Playwright: Todd Logan
At: Canamac Productions at Raven Studio, 6157 N. Clark
Phone: (847) 501-2986; $20
Runs through: Aug. 15
These two one-acts by Winnetka resident Todd Logan start off promisingly enough with the first of the two, Fallout, a three-scene piece about a young man, Michael (Daniel Sullivan), a playwright, who is trying to cope with the dissolution of his marriage and his wife's mental illness. We see Michael on what appears to be a first date, but is rather a kind of unbalanced reunion with his wife, Sara (an amazing—and very real—Jennie Moreau), who has moved out to pursue artistic ambitions, and—it seems—to wallow in the darkness of her madness. This scene is sharp, shocking, and achingly poignant. The second scene in the Fallout trilogy is about Michael and his best friend, Bruce (Dev Kennedy, an actor who sometimes confuses volume with intensity). The pair is sitting in the backyard, discussing Michael's ambitions as a playwright and the rocky road such artists follow. This is the weakest of the three, because the playwright does little to make us care about the characters, and its subject matter seems too self-involved to muster much interest for an audience, unless that audience happens to be a playwriting workshop. The third part of Fallout is the best. Michael meets here with his mother (an excellent, on target Caitlin Hart) for dinner. The dynamics between parent and adult child is spot on and hilarious. The dialogue here sings—it's natural, ignites genuine sparks, and manages to be both very specific and completely universal.
Fallout, as a whole, succeeds only somewhat, because its through line, a very compelling thesis on coping with mental illness in a loved one, isn't really carried through adequately (it's pretty much dropped by the second scene, then picked up again in the third, but not with the intensity it warrants). But overall, the piece is entertaining enough and competent work.

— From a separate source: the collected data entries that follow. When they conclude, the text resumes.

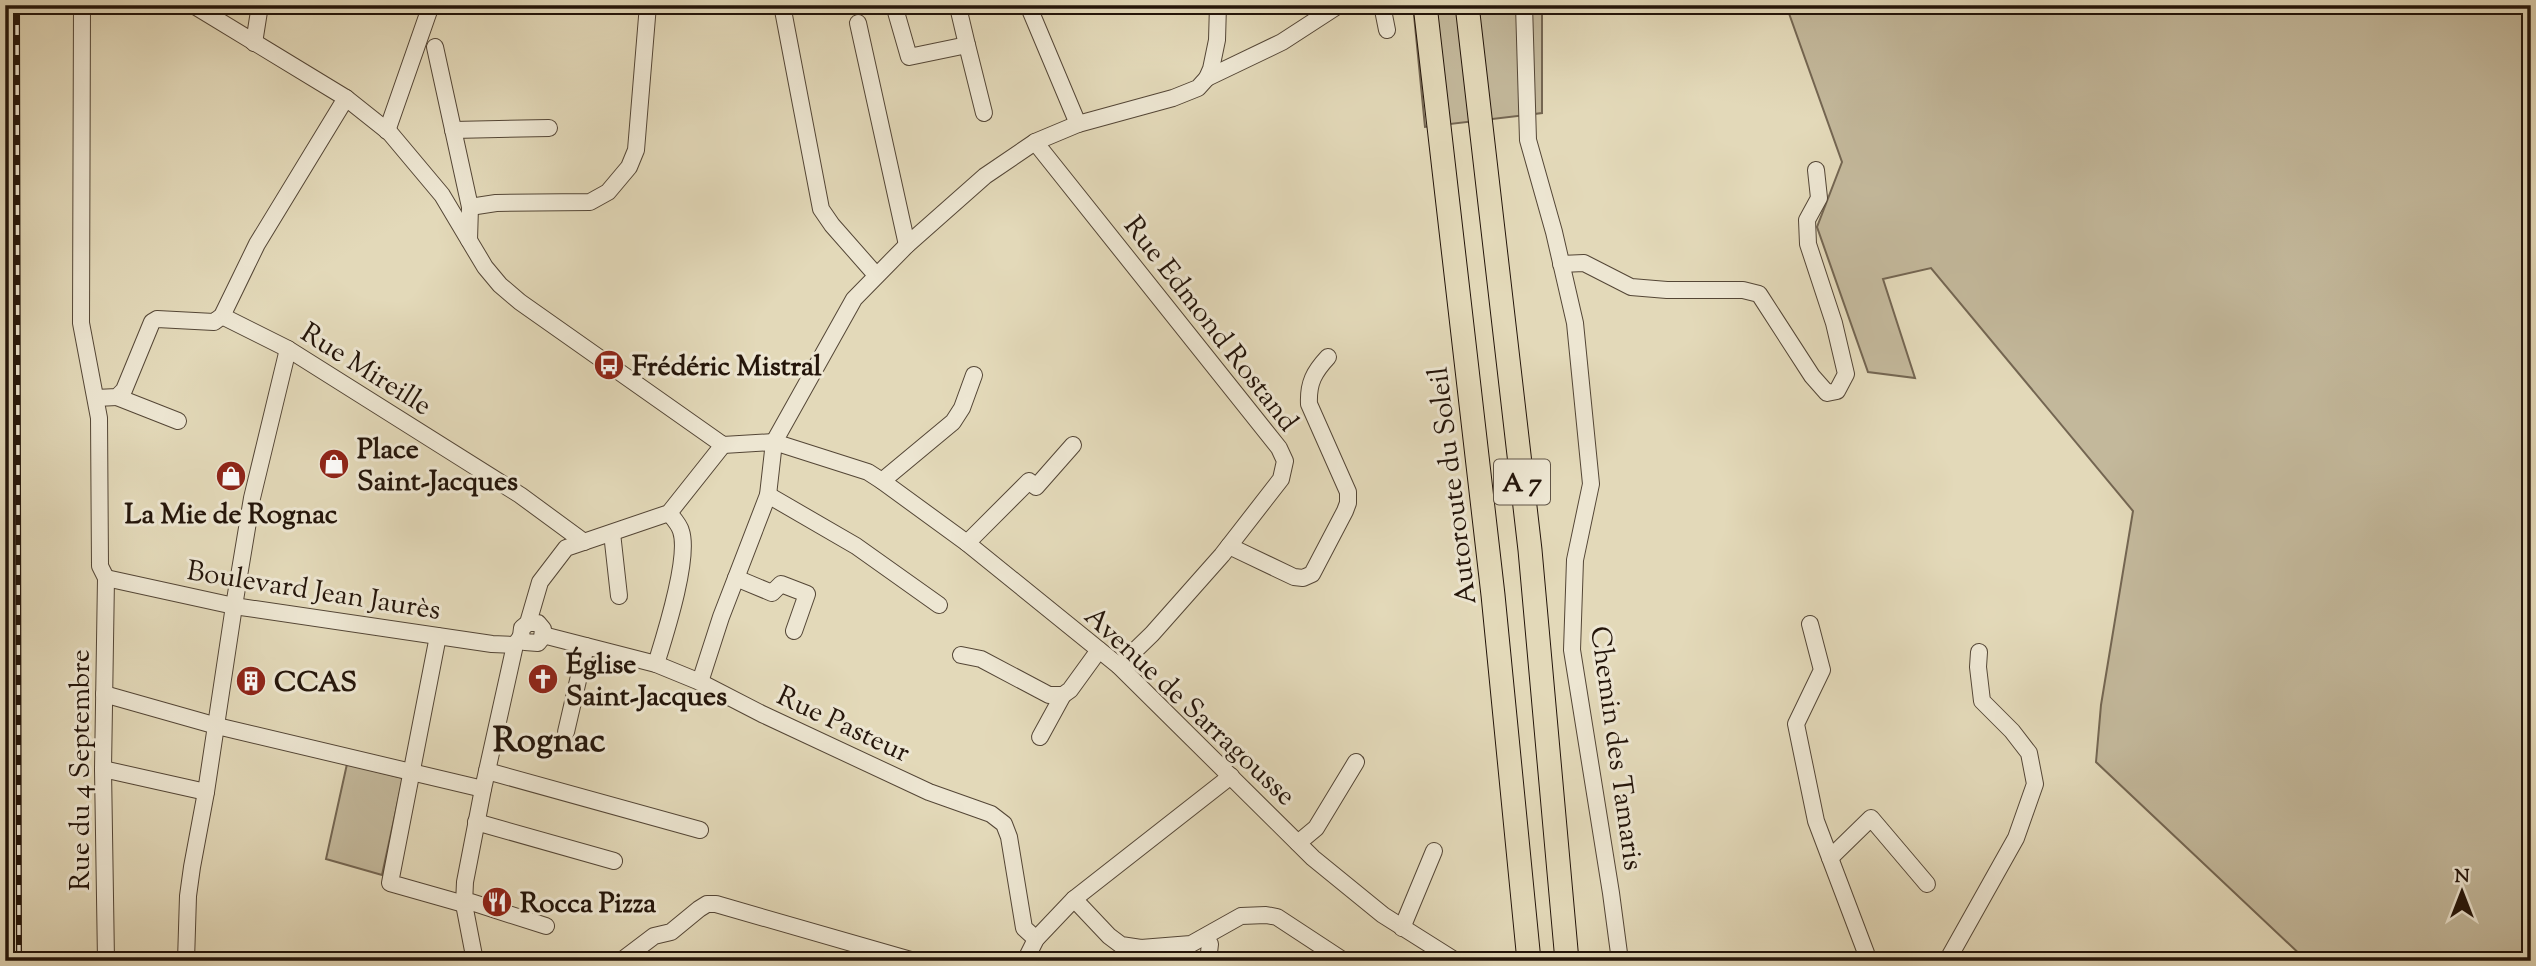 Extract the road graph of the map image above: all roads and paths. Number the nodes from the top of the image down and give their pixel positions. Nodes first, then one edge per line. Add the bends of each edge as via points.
1 (82, 5) edge
2 (193, 5) edge
3 (260, 5) edge
4 (431, 5) edge
5 (648, 5) edge
6 (782, 5) edge
7 (894, 5) edge
8 (1028, 5) edge
9 (1218, 5) edge
10 (1339, 5) edge
11 (1382, 5) edge
12 (1425, 5) edge
13 (1467, 5) edge
14 (1524, 5) edge
15 (958, 8) dead end
16 (858, 23) dead end
17 (1387, 30) dead end
18 (254, 43) junction
19 (967, 46) junction
20 (435, 47) dead end
21 (1207, 78) junction
22 (346, 98) junction
23 (984, 113) dead end
24 (1078, 124) junction
25 (549, 128) dead end
26 (453, 130) junction
27 (387, 131) junction
28 (1035, 142) junction
29 (1816, 170) dead end
30 (470, 207) junction
31 (469, 240) junction
32 (907, 245) junction
33 (1561, 264) junction
34 (876, 275) junction
35 (222, 316) junction
36 (288, 349) junction
37 (1328, 356) dead end
38 (974, 375) dead end
39 (117, 397) junction
40 (96, 398) junction
41 (178, 421) dead end
42 (774, 442) junction
43 (723, 445) junction
44 (1073, 445) dead end
45 (882, 481) junction
46 (768, 495) junction
47 (669, 513) junction
48 (612, 533) junction
49 (584, 542) junction
50 (967, 542) junction
51 (1229, 547) junction
52 (106, 578) junction
53 (736, 578) junction
54 (619, 596) dead end
55 (939, 605) dead end
56 (234, 606) junction
57 (1810, 624) dead end
58 (794, 631) dead end
59 (521, 635) junction
60 (543, 635) joint
61 (438, 636) junction
62 (586, 646) junction
63 (1100, 650) junction
64 (1979, 652) dead end
65 (961, 655) dead end
66 (656, 664) junction
67 (1119, 666) junction
68 (699, 682) junction
69 (104, 694) junction
70 (1063, 695) junction
71 (217, 726) junction
72 (566, 732) dead end
73 (1040, 737) dead end
74 (1356, 762) dead end
75 (103, 769) junction
76 (487, 771) junction
77 (413, 774) junction
78 (1231, 776) junction
79 (483, 789) junction
80 (206, 792) junction
81 (476, 822) junction
82 (699, 830) dead end
83 (1298, 843) junction
84 (1434, 851) dead end
85 (1830, 858) junction
86 (614, 861) dead end
87 (1927, 884) dead end
88 (1074, 899) junction
89 (464, 904) junction
90 (546, 926) dead end
91 (1402, 928) junction
92 (1036, 939) junction
93 (1452, 960) edge
94 (106, 961) edge
95 (186, 961) edge
96 (474, 961) edge
97 (621, 961) edge
98 (914, 961) edge
99 (1024, 961) edge
100 (1344, 961) edge
101 (1529, 961) edge
102 (1567, 961) edge
103 (1620, 961) edge
104 (1866, 961) edge
105 (1947, 961) edge

1 - 40 street, Rue du 4 Septembre via 81,323
2 - 18 street
3 - 18 street
4 - 27 street
5 - 30 street via 636,150 629,167 608,192 590,202
6 - 34 street via 821,209
7 - 19 street via 909,57
8 - 24 street
9 - 21 street via 1217,40
10 - 21 street via 1282,42
11 - 17 street
12 - 101 highway, Autoroute du Soleil / A 7 via 1493,595
13 - 102 highway, A 7 via 1530,550
14 - 33 street, Chemin des Tamaris via 1528,140
15 - 19 street
16 - 32 street
18 - 22 street
19 - 23 street
20 - 26 street
21 - 24 street via 1198,88 1173,98
22 - 27 street
22 - 35 street via 257,244
24 - 28 street
25 - 26 street
26 - 30 street
27 - 31 street via 442,195
28 - 32 street via 985,176
28 - 51 street, Rue Edmond Rostand via 1285,461 1281,479
29 - 33 street via 1819,198 1807,220 1808,244 1846,374 1837,391 1827,393 1812,376 1759,294 1631,287 1584,263
30 - 31 street
31 - 43 street via 485,267 520,302
32 - 34 street
33 - 103 street, Chemin des Tamaris via 1575,323 1591,484 1575,560 1572,650
34 - 42 street via 855,299
35 - 36 street, Rue Mireille
35 - 39 street via 214,322 157,318
36 - 49 street, Rue Mireille via 520,495
36 - 56 street via 252,498
37 - 51 street via 1313,373 1309,404 1348,492 1348,503 1320,559 1312,574 1294,577
38 - 45 street via 953,422
39 - 40 street
39 - 41 street
40 - 52 street, Rue du 4 Septembre via 100,566
42 - 43 street
42 - 45 street, Avenue de Sarragousse via 868,472
42 - 46 street
43 - 47 street
44 - 50 street via 1036,487 1029,481
45 - 50 street, Avenue de Sarragousse
46 - 53 street
46 - 55 street via 856,546
47 - 48 street
47 - 66 street via 681,529 684,545
48 - 49 street
48 - 54 street
49 - 59 street via 566,548 550,567
50 - 63 street, Avenue de Sarragousse
51 - 67 street, Rue Edmond Rostand
52 - 56 street, Boulevard Jean Jaurès
52 - 69 street, Rue du 4 Septembre
53 - 58 street via 772,593 781,584 807,594
53 - 68 street
56 - 61 street, Boulevard Jean Jaurès
56 - 71 street
57 - 85 street via 1822,670 1796,724 1816,821
59 - 60 street, Boulevard Jean Jaurès via 534,644
59 - 61 street, Boulevard Jean Jaurès
59 - 76 street
60 - 62 street, Rue Pasteur
61 - 77 street
62 - 66 street, Rue Pasteur
62 - 72 street
63 - 67 street, Avenue de Sarragousse
63 - 70 street
64 - 105 street via 1982,701 2029,753 2035,784 2016,838
65 - 70 street via 981,659 1049,695
66 - 68 street, Rue Pasteur
67 - 78 street, Avenue de Sarragousse
68 - 92 street, Rue Pasteur via 929,792 991,814 1004,824 1009,837 1024,929
69 - 71 street
69 - 75 street, Rue du 4 Septembre
70 - 73 street
71 - 77 street
71 - 80 street
74 - 83 street via 1315,828
75 - 80 street
75 - 94 street, Rue du 4 Septembre
76 - 79 street
76 - 82 street
77 - 79 street
77 - 89 street via 390,883
78 - 83 street, Avenue de Sarragousse
78 - 88 street
79 - 81 street
80 - 95 street via 188,896
81 - 86 street
81 - 89 street
83 - 91 street, Avenue de Sarragousse
84 - 91 street
85 - 87 street via 1871,818
85 - 104 street
88 - 92 street
88 - 100 street via 1121,946 1191,944 1241,916 1266,915 1277,917
89 - 90 street via 471,902
89 - 96 street
91 - 93 street, Avenue de Sarragousse
92 - 99 street
97 - 98 street via 707,904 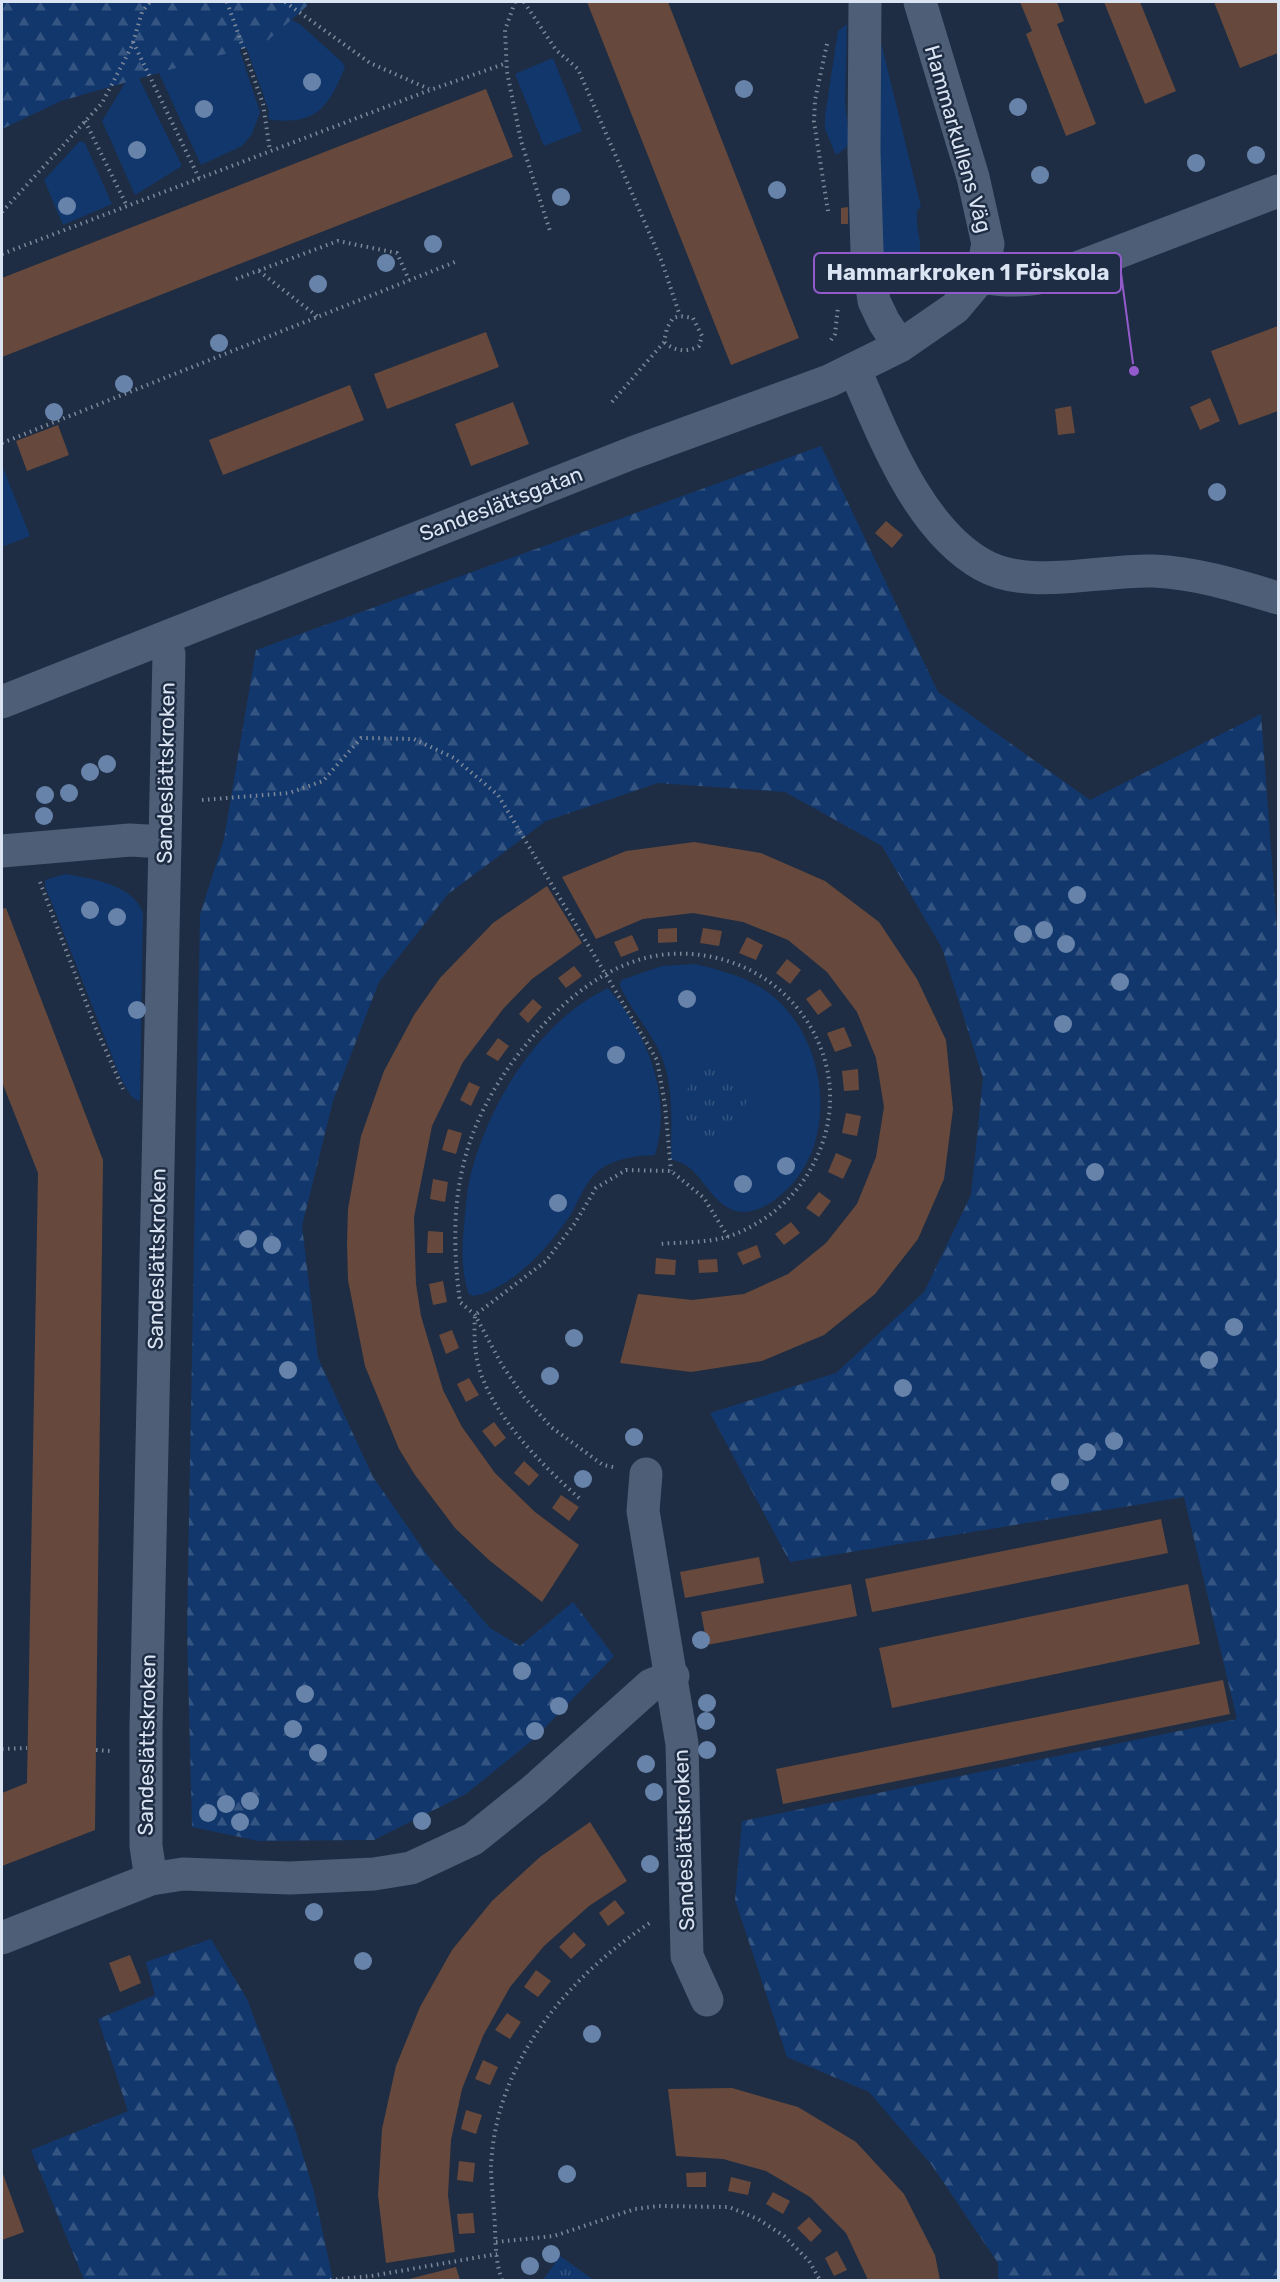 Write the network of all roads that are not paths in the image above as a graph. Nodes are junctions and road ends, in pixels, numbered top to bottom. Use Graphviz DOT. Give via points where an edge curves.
graph roads {
  1 [pos="866,2"];
  2 [pos="920,2"];
  3 [pos="1278,191"];
  4 [pos="981,277"];
  5 [pos="900,346"];
  6 [pos="842,375"];
  7 [pos="1278,598"];
  8 [pos="163,639"];
  9 [pos="2,702"];
  10 [pos="164,842"];
  11 [pos="14,850"];
  12 [pos="646,1474"];
  13 [pos="673,1676"];
  14 [pos="151,1879"];
  15 [pos="2,1938"];
  16 [pos="707,2000"];
  1 -- 5 [label="street" via="867,251 874,301"];
  2 -- 4 [label="street, Hammarkullens Väg" via="984,221 988,244"];
  3 -- 4 [label="street" via="1069,271 1010,282"];
  4 -- 5 [label="street, Sandeslättsgatan" via="955,308"];
  5 -- 6 [label="street, Sandeslättsgatan"];
  6 -- 7 [label="street" via="925,511 952,541 983,566 1020,576 1054,578 1118,571 1156,572 1232,584"];
  6 -- 8 [label="street, Sandeslättsgatan" via="565,479"];
  8 -- 9 [label="street, Sandeslättsgatan"];
  8 -- 10 [label="street, Sandeslättskroken" via="169,654"];
  10 -- 11 [label="street" via="130,840"];
  10 -- 14 [label="street, Sandeslättskroken" via="146,1727 146,1846"];
  12 -- 13 [label="street, Sandeslättskroken" via="643,1511"];
  13 -- 14 [label="street" via="651,1685 473,1839 411,1868 290,1878 183,1874"];
  13 -- 16 [label="street, Sandeslättskroken" via="682,1744 687,1956"];
  14 -- 15 [label="street"];
}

The second part of the program, the aptly titled (with the accent on the final word), The Playwright and All That Crap, isn't really even worth considering. If you're tempted to see Fallout, leave at intermission and avoid the self-indulgent mess that is The Playwright and All That Crap. Ostensibly about a playwright who has hit a block and feels he's writing nothing but crap, the piece tries to be funny and fails miserably. It almost seems as though the 70-minute Fallout wasn't enough to fill a bill, so this was tacked on for filler. Hand it to Todd Logan—whose work I have seen before and have liked very much—for the courage to combine 'playwright' and 'crap' in a title. It leaves him wide open for a critic declaiming how the two are all too fitting for his work. And I do. Flush this one, Todd … the sooner the better.